**Directions:** Please report how many lines below contain "roads", writing nothing except the number.

[Data entries]

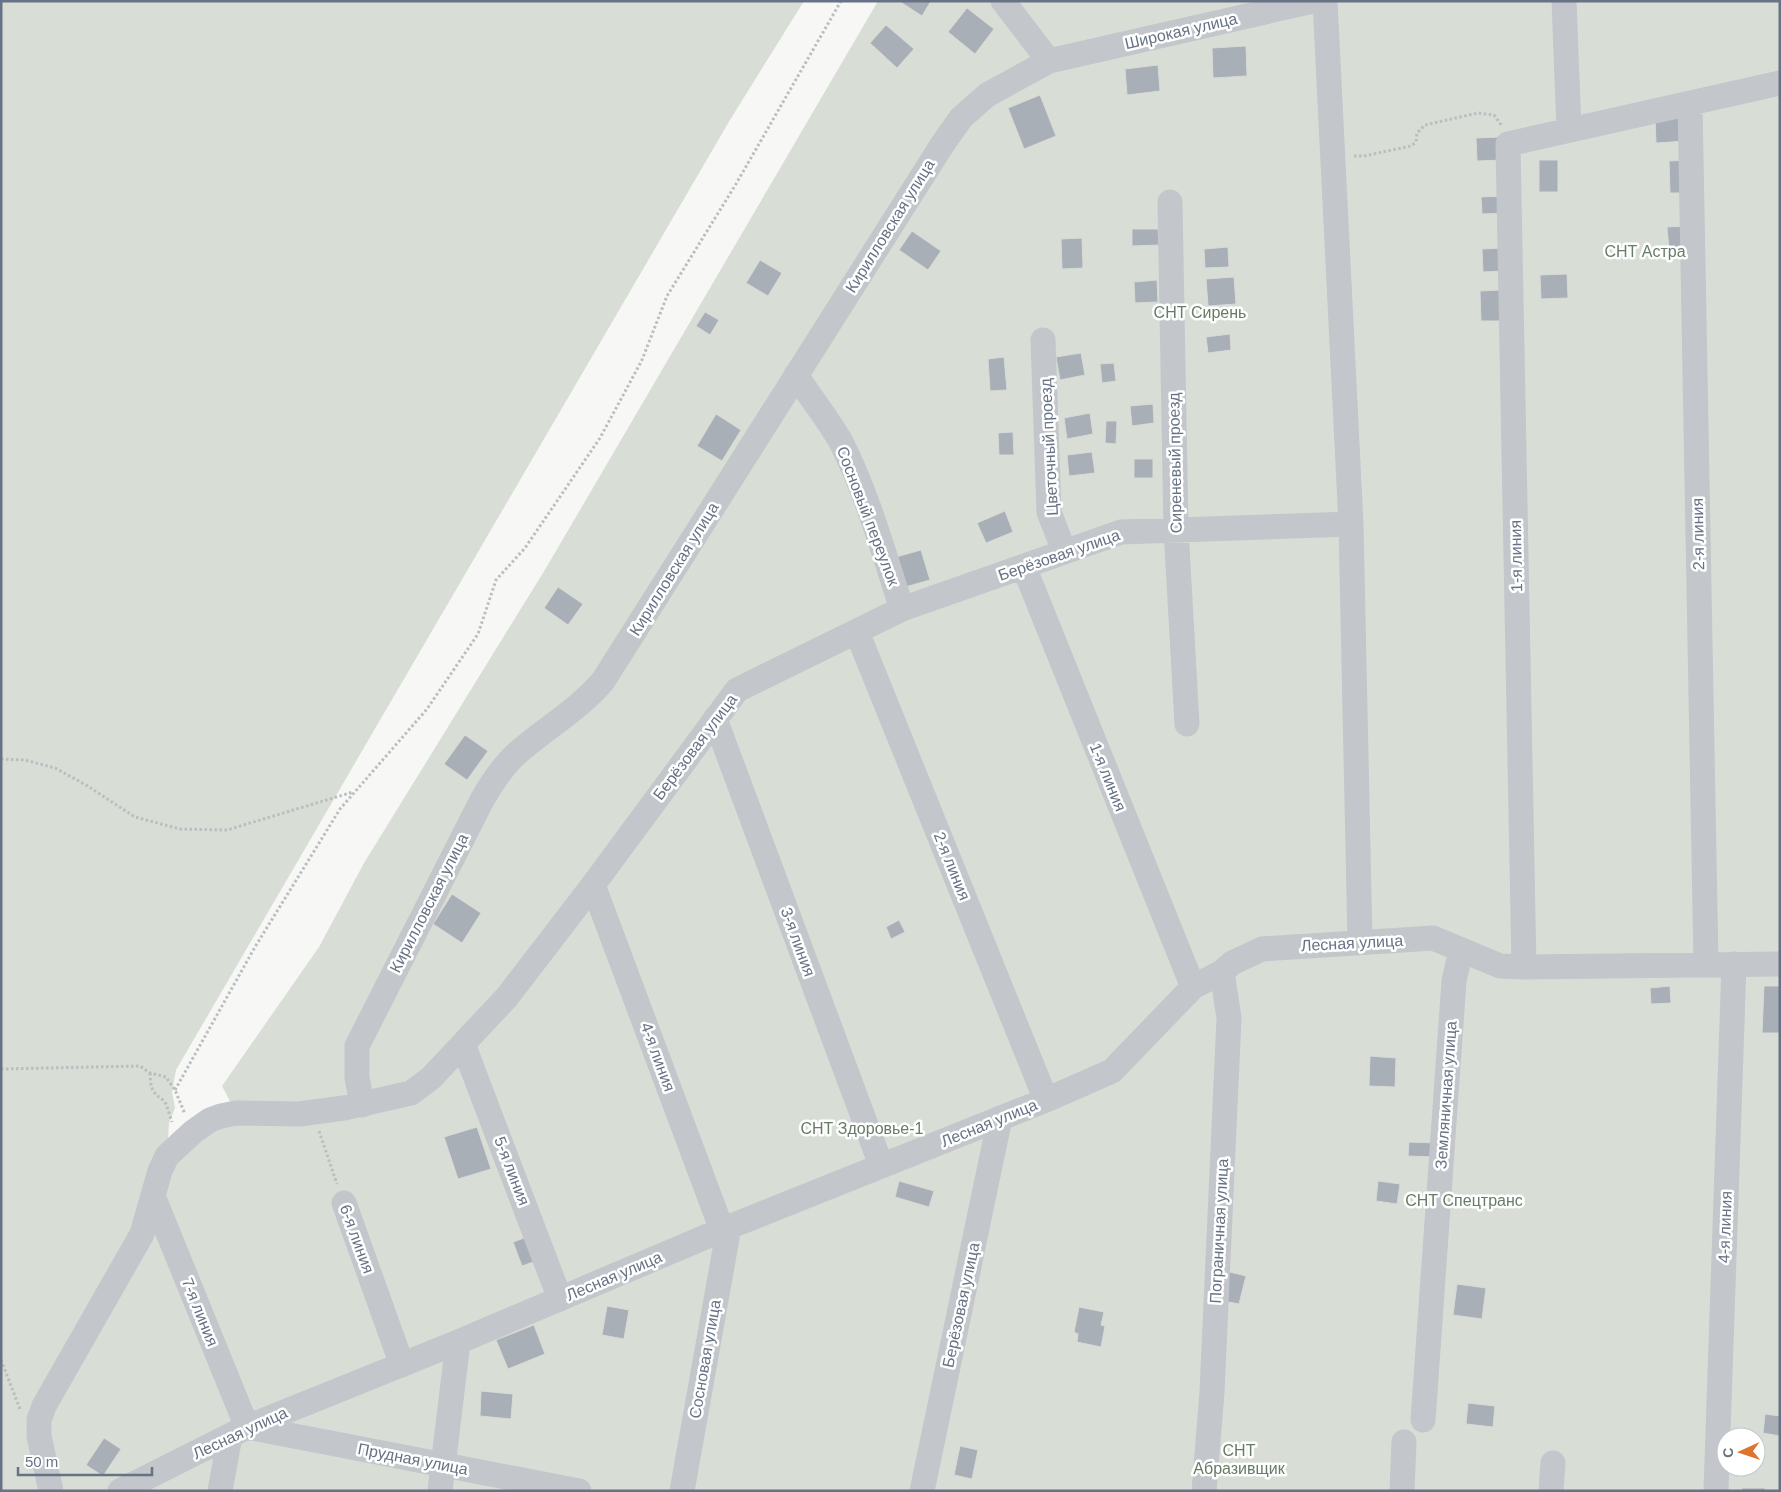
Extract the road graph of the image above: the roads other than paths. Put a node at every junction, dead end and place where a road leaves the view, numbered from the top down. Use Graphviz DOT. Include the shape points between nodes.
graph roads {
  1 [pos="1004,1"];
  2 [pos="1313,1"];
  3 [pos="1325,1"];
  4 [pos="1564,1"];
  5 [pos="1049,61"];
  6 [pos="1780,83"];
  7 [pos="1690,103"];
  8 [pos="1569,130"];
  9 [pos="1170,202"];
  10 [pos="1043,340"];
  11 [pos="796,375"];
  12 [pos="1351,524"];
  13 [pos="1176,530"];
  14 [pos="1064,552"];
  15 [pos="1024,568"];
  16 [pos="902,609"];
  17 [pos="857,632"];
  18 [pos="715,719"];
  19 [pos="1187,724"];
  20 [pos="594,885"];
  21 [pos="1360,942"];
  22 [pos="1461,950"];
  23 [pos="1706,964"];
  24 [pos="1734,964"];
  25 [pos="1780,964"];
  26 [pos="1524,968"];
  27 [pos="1222,972"];
  28 [pos="1193,987"];
  29 [pos="463,1044"];
  30 [pos="1046,1100"];
  31 [pos="362,1105"];
  32 [pos="1000,1118"];
  33 [pos="881,1166"];
  34 [pos="153,1196"];
  35 [pos="344,1203"];
  36 [pos="725,1228"];
  37 [pos="560,1299"];
  38 [pos="458,1342"];
  39 [pos="402,1365"];
  40 [pos="1423,1420"];
  41 [pos="238,1432"];
  42 [pos="1404,1442"];
  43 [pos="1553,1463"];
  44 [pos="442,1465"];
  45 [pos="51,1491"];
  46 [pos="120,1491"];
  47 [pos="220,1491"];
  48 [pos="440,1491"];
  49 [pos="579,1491"];
  50 [pos="682,1491"];
  51 [pos="922,1491"];
  52 [pos="1204,1491"];
  53 [pos="1402,1491"];
  54 [pos="1551,1491"];
  55 [pos="1716,1491"];
  1 -- 5 [label="street"];
  2 -- 5 [label="street, Широкая улица"];
  3 -- 12 [label="street"];
  4 -- 8 [label="street"];
  5 -- 11 [label="street, Кирилловская улица" via="987,95 961,118"];
  6 -- 7 [label="street"];
  7 -- 8 [label="street"];
  7 -- 23 [label="street, 2-я линия"];
  8 -- 26 [label="street, 1-я линия" via="1510,144"];
  9 -- 13 [label="street, Сиреневый проезд"];
  10 -- 14 [label="street, Цветочный проезд" via="1049,512"];
  11 -- 16 [label="street, Сосновый переулок" via="840,441"];
  11 -- 31 [label="street, Кирилловская улица" via="603,681 588,698 515,756 495,778 357,1046 356,1077"];
  12 -- 13 [label="street, Берёзовая улица"];
  12 -- 21 [label="street"];
  13 -- 14 [label="street, Берёзовая улица" via="1121,532"];
  13 -- 19 [label="street, Сиреневый проезд"];
  14 -- 15 [label="street, Берёзовая улица"];
  15 -- 16 [label="street, Берёзовая улица"];
  15 -- 28 [label="street, 1-я линия"];
  16 -- 17 [label="street, Берёзовая улица"];
  17 -- 18 [label="street, Берёзовая улица" via="737,690"];
  17 -- 30 [label="street, 2-я линия"];
  18 -- 20 [label="street, Берёзовая улица"];
  18 -- 33 [label="street, 3-я линия"];
  20 -- 29 [label="street, Берёзовая улица" via="507,997"];
  20 -- 36 [label="street, 4-я линия"];
  21 -- 22 [label="street, Лесная улица" via="1433,938"];
  21 -- 27 [label="street, Лесная улица" via="1262,948 1232,963"];
  22 -- 26 [label="street, Лесная улица" via="1500,966"];
  22 -- 40 [label="street, Земляничная улица" via="1454,981"];
  23 -- 24 [label="street, Лесная улица"];
  23 -- 26 [label="street, Лесная улица"];
  24 -- 25 [label="street, Лесная улица"];
  24 -- 55 [label="street, 4-я линия"];
  27 -- 28 [label="street, Лесная улица"];
  27 -- 52 [label="street, Пограничная улица" via="1229,1018 1212,1392"];
  28 -- 30 [label="street, Лесная улица" via="1112,1071"];
  29 -- 31 [label="street, Берёзовая улица" via="431,1078 411,1093"];
  29 -- 37 [label="street, 5-я линия"];
  30 -- 32 [label="street, Лесная улица"];
  31 -- 34 [label="street, Берёзовая улица" via="312,1113 236,1113 210,1120 166,1156"];
  32 -- 33 [label="street, Лесная улица"];
  32 -- 51 [label="street, Берёзовая улица"];
  33 -- 36 [label="street, Лесная улица"];
  34 -- 41 [label="street, 7-я линия"];
  34 -- 45 [label="street, Берёзовая улица" via="142,1234 39,1420 39,1436"];
  35 -- 39 [label="street, 6-я линия"];
  36 -- 37 [label="street, Лесная улица"];
  36 -- 50 [label="street, Сосновая улица"];
  37 -- 38 [label="street, Лесная улица"];
  38 -- 39 [label="street, Лесная улица"];
  38 -- 44 [label="street"];
  39 -- 41 [label="street, Лесная улица"];
  41 -- 44 [label="street, Прудная улица"];
  41 -- 46 [label="street, Лесная улица"];
  41 -- 47 [label="street"];
  42 -- 53 [label="street"];
  43 -- 54 [label="street"];
  44 -- 48 [label="street"];
  44 -- 49 [label="street, Прудная улица"];
}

**Reply:** 2